> **WHAT IS BEING ASKED**
Read through the listing and copy every line that contains the word "change".

> **EXTRACTED RECORDS**
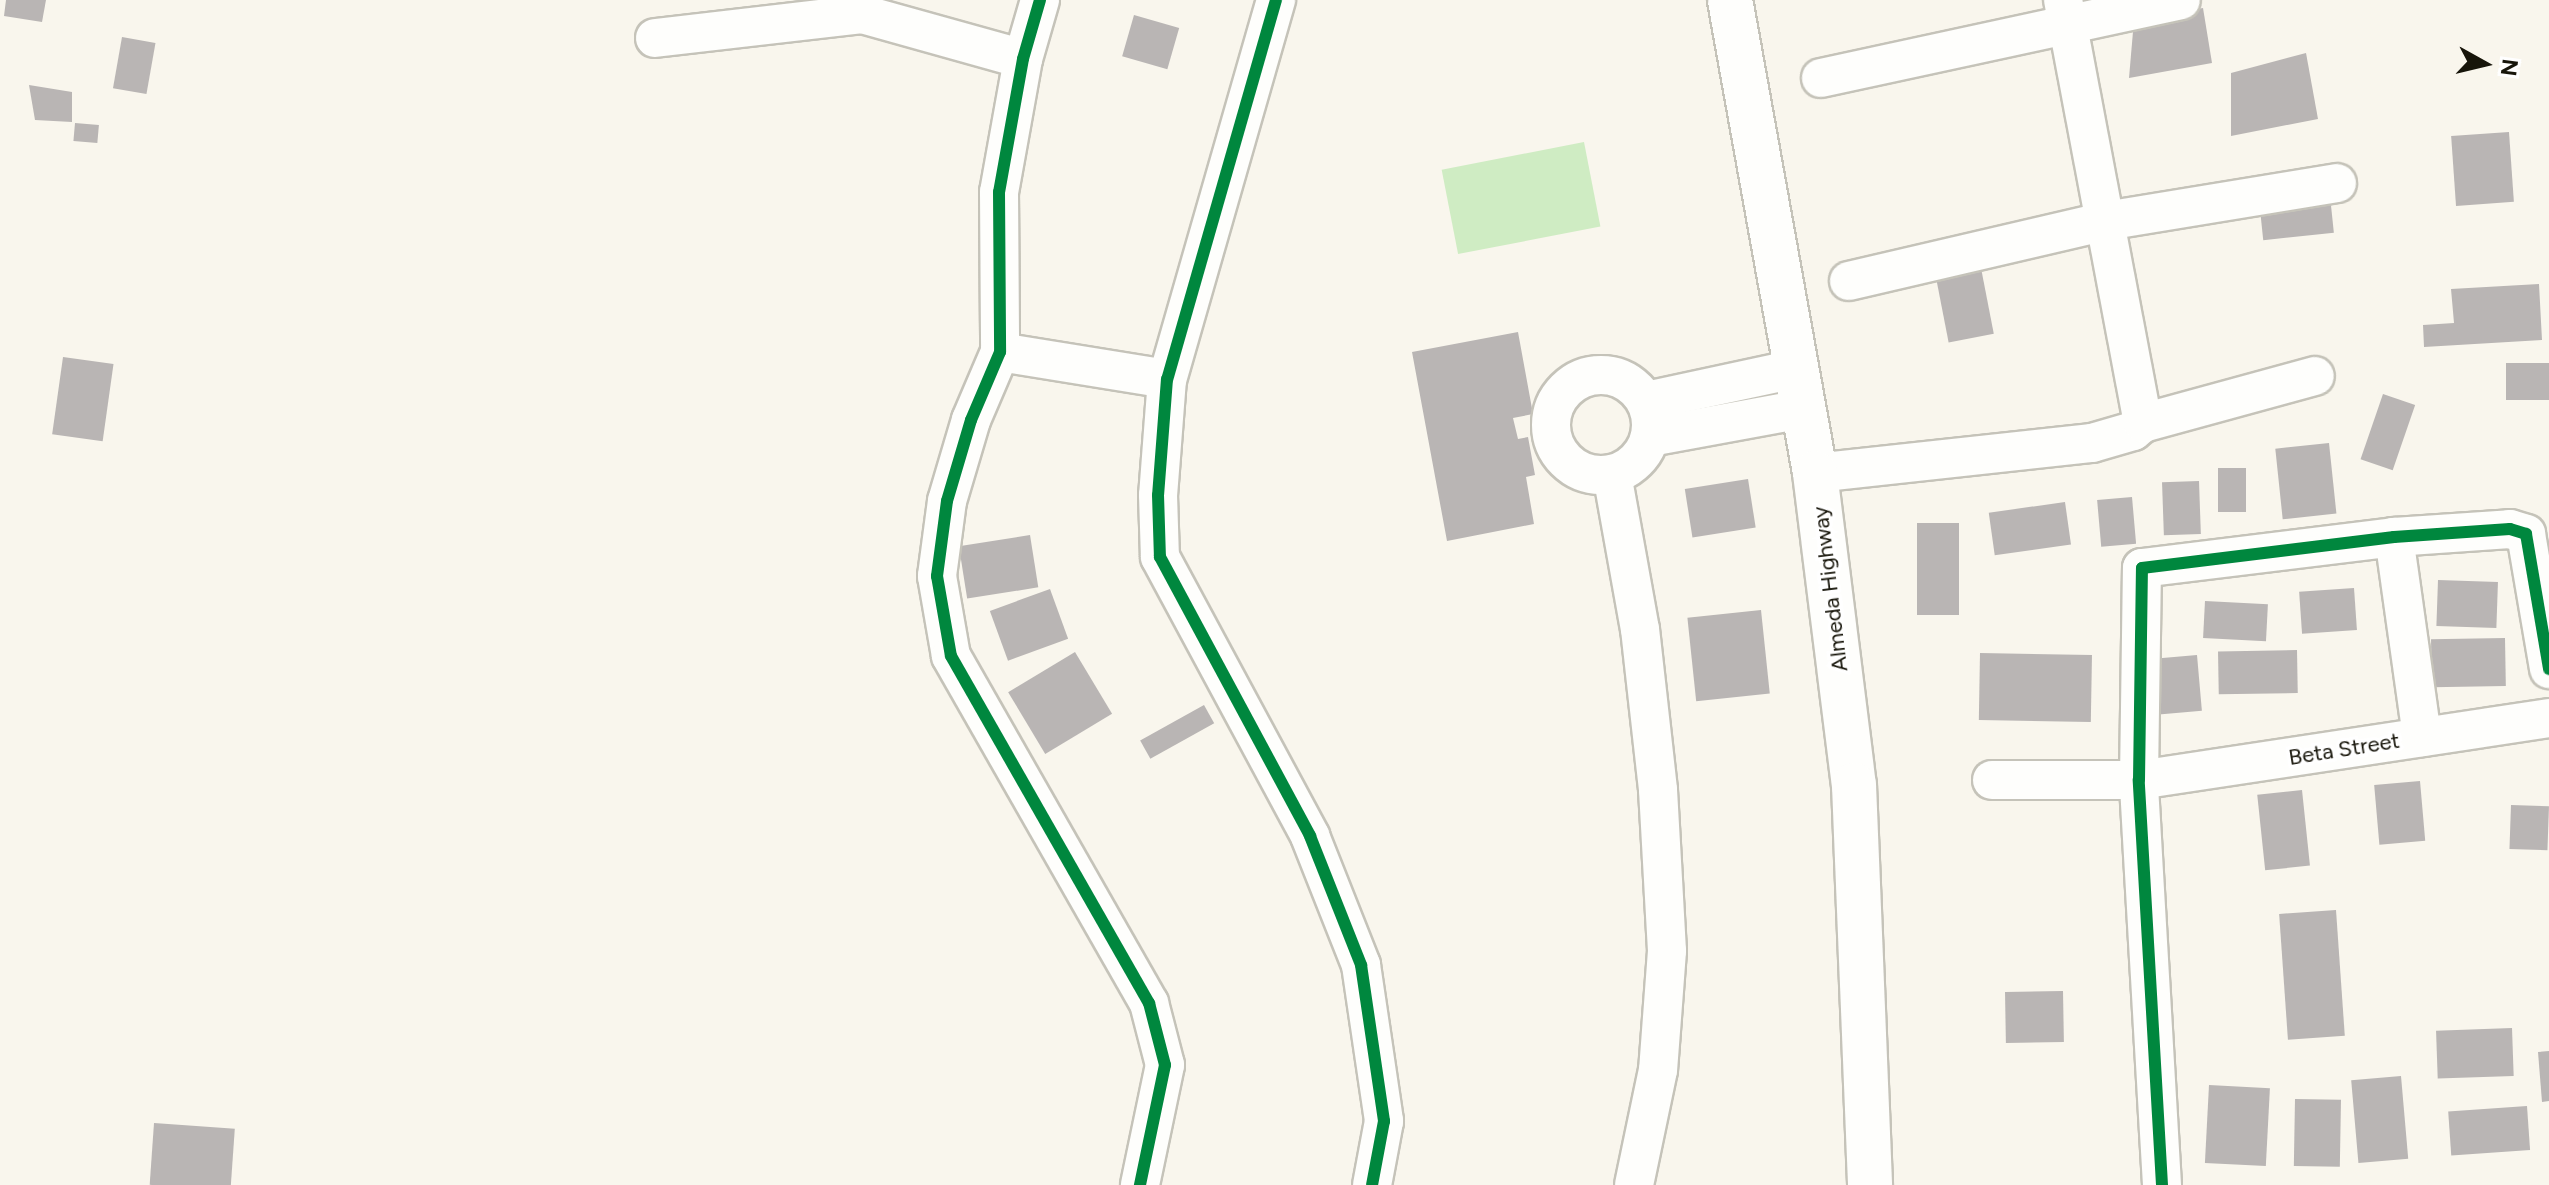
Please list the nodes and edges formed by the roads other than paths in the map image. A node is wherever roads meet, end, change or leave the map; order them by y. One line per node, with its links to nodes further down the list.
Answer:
1 (1040, 0): 7 (street)
2 (1276, 0): 14 (street)
3 (1730, 0): 16 (highway, Almeda Highway)
4 (2181, 0): 5 (street)
5 (2065, 11): 8 (street); 10 (street)
6 (655, 38): 7 (street)
7 (1023, 59): 12 (street)
8 (1821, 78)
9 (2337, 183): 10 (street)
10 (2106, 221): 11 (street); 19 (street)
11 (1849, 281)
12 (1000, 352): 14 (street); 28 (street)
13 (2315, 376): 19 (street)
14 (1167, 379): 29 (street)
15 (1749, 379): 16 (street); 17 (street); 18 (street)
16 (1799, 389): 17 (street); 20 (highway, Almeda Highway)
17 (1754, 417): 18 (street)
18 (1648, 419): 21 (street); 21 (street)
19 (2143, 423): 20 (street)
20 (1815, 473): 31 (highway, Almeda Highway)
21 (1612, 474): 30 (street)
22 (2394, 537): 23 (street); 25 (street); 27 (street)
23 (2549, 669)
24 (2549, 718): 25 (street, Beta Street)
25 (2422, 737): 27 (street, Beta Street)
26 (1992, 780): 27 (street, Beta Street)
27 (2139, 780): 32 (street)
28 (1140, 1185)
29 (1372, 1185)
30 (1634, 1185)
31 (1870, 1185)
32 (2162, 1185)

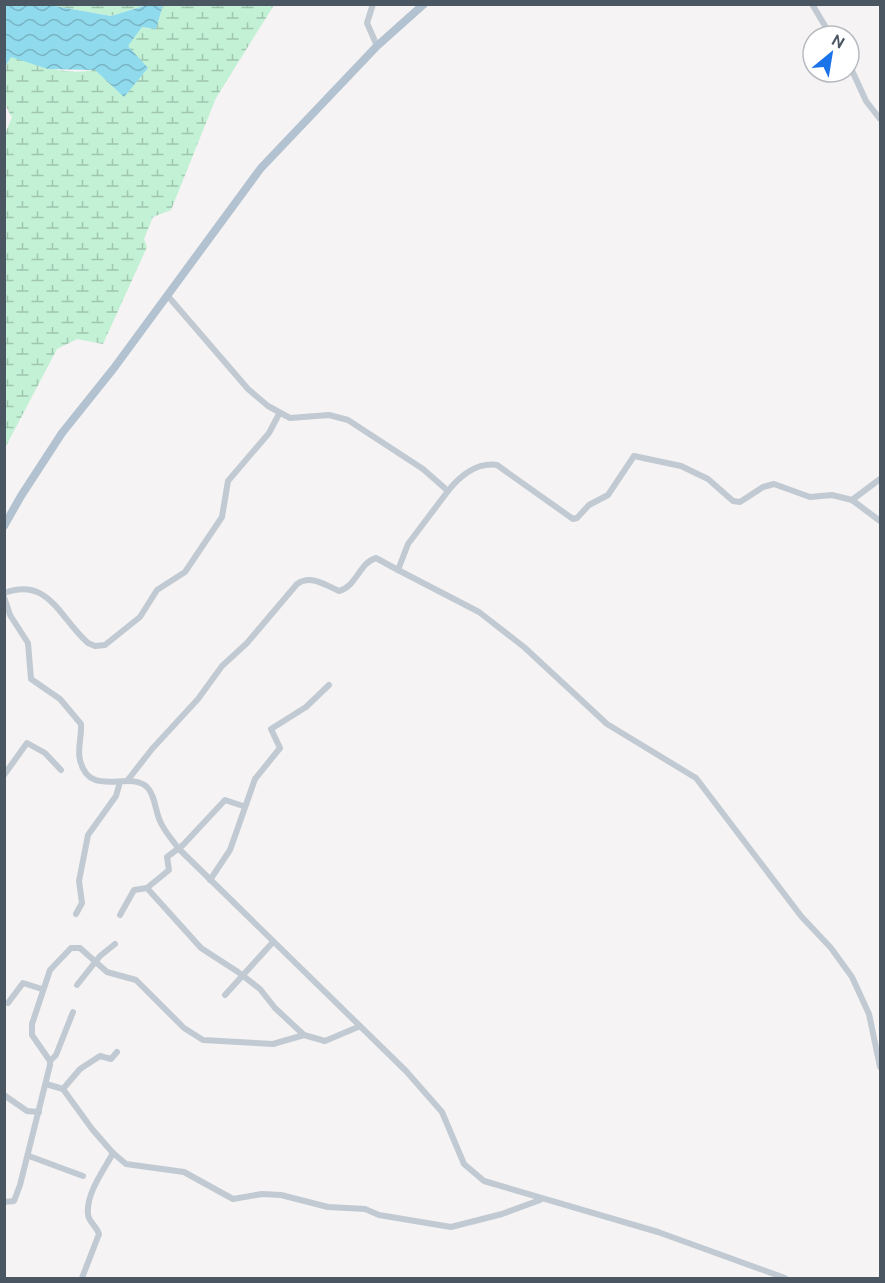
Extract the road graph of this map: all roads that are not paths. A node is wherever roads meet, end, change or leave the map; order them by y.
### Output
1 (373, 4) edge
2 (424, 4) edge
3 (812, 4) edge
4 (824, 24) edge
5 (377, 46) junction
6 (858, 84) edge
7 (880, 119) edge
8 (167, 295) junction
9 (279, 414) junction
10 (880, 479) edge
11 (447, 491) junction
12 (852, 500) junction
13 (880, 521) edge
14 (4, 526) edge
15 (398, 570) junction
16 (4, 595) edge
17 (329, 685) dead end
18 (62, 770) dead end
19 (4, 775) edge
20 (124, 782) junction
21 (243, 806) junction
22 (178, 848) junction
23 (210, 880) junction
24 (147, 888) junction
25 (76, 914) dead end
26 (120, 915) dead end
27 (273, 942) junction
28 (115, 944) dead end
29 (95, 964) junction
30 (243, 975) junction
31 (77, 985) dead end
32 (42, 989) junction
33 (225, 995) dead end
34 (8, 1003) dead end
35 (73, 1012) dead end
36 (358, 1027) junction
37 (303, 1035) junction
38 (117, 1052) dead end
39 (50, 1060) junction
40 (880, 1067) edge
41 (46, 1084) junction
42 (63, 1089) junction
43 (4, 1095) edge
44 (39, 1112) junction
45 (113, 1153) junction
46 (29, 1156) junction
47 (83, 1176) dead end
48 (541, 1199) junction
49 (4, 1202) edge
50 (82, 1278) edge
51 (785, 1278) edge

1 - 5 street
2 - 5 main road
3 - 4 street
5 - 8 main road
6 - 7 street
8 - 9 street
8 - 14 main road
9 - 11 street
9 - 16 street
10 - 12 street
11 - 12 street
11 - 15 street
12 - 13 street
15 - 20 street
15 - 40 street
16 - 20 street
17 - 21 street
18 - 19 street
20 - 22 street
20 - 25 street
21 - 22 street
21 - 23 street
22 - 23 street
22 - 24 street
23 - 27 street
24 - 26 street
24 - 30 street
27 - 30 street
27 - 36 street
28 - 29 street
29 - 31 street
29 - 32 street
29 - 37 street
30 - 33 street
30 - 37 street
32 - 34 street
32 - 39 street
35 - 39 street
36 - 37 street
36 - 48 street
38 - 42 street
39 - 41 street
41 - 42 street
41 - 44 street
42 - 45 street
43 - 44 street
44 - 46 street
45 - 48 street
45 - 50 street
46 - 47 street
46 - 49 street
48 - 51 street

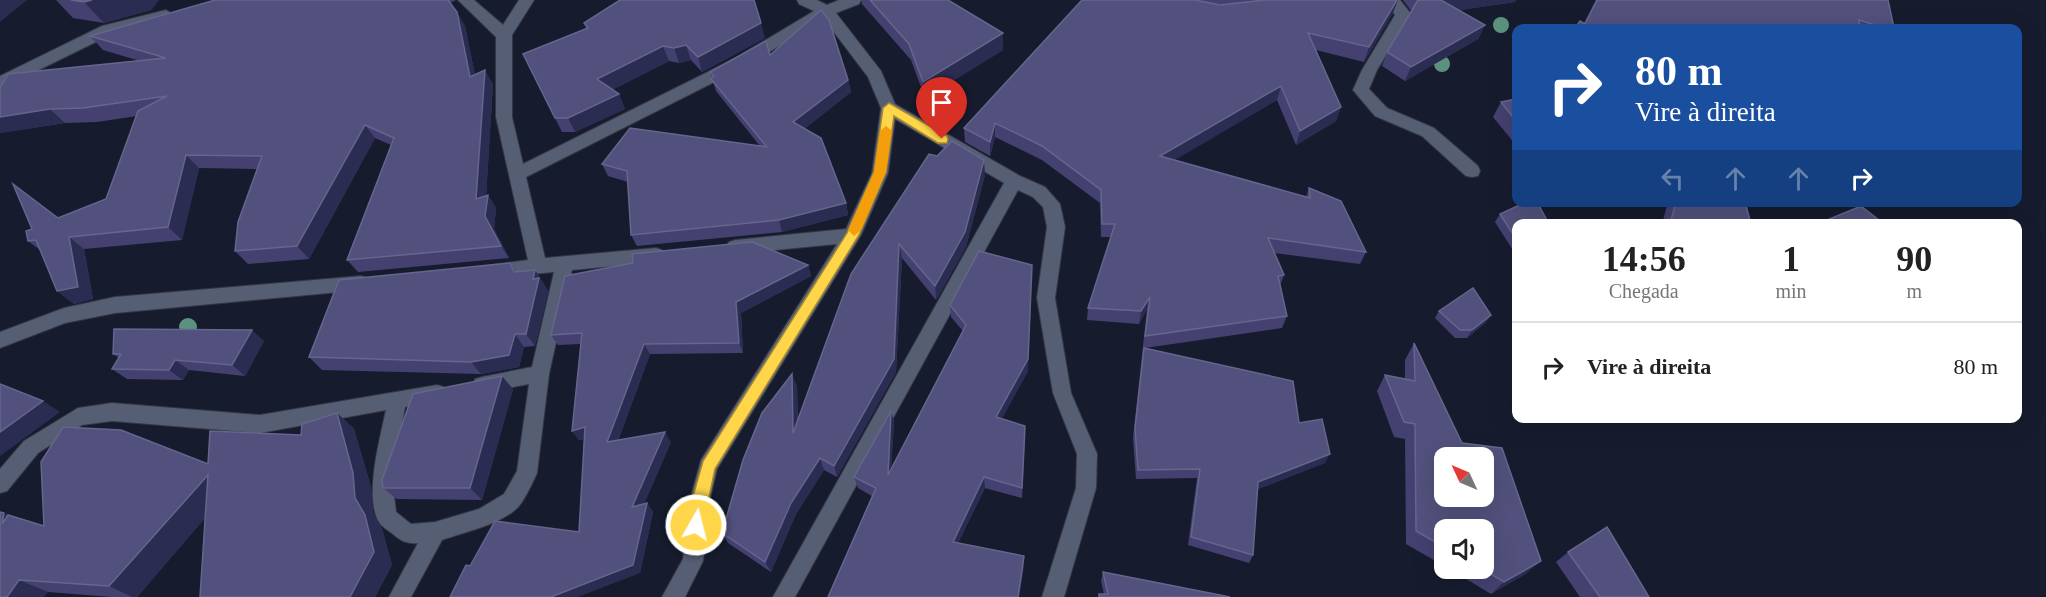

> **EXERCISE RESPONSE**
Please list the nodes and edges formed by the roads other than paths in the map image. A node is wherever roads meet, end, change or leave the map; order them by y. One line per node, with its links to nodes further down the list.
Extract the road graph of this map: all roads that are not paths. A node is wherever roads meet, end, change or leave the map; order them by y.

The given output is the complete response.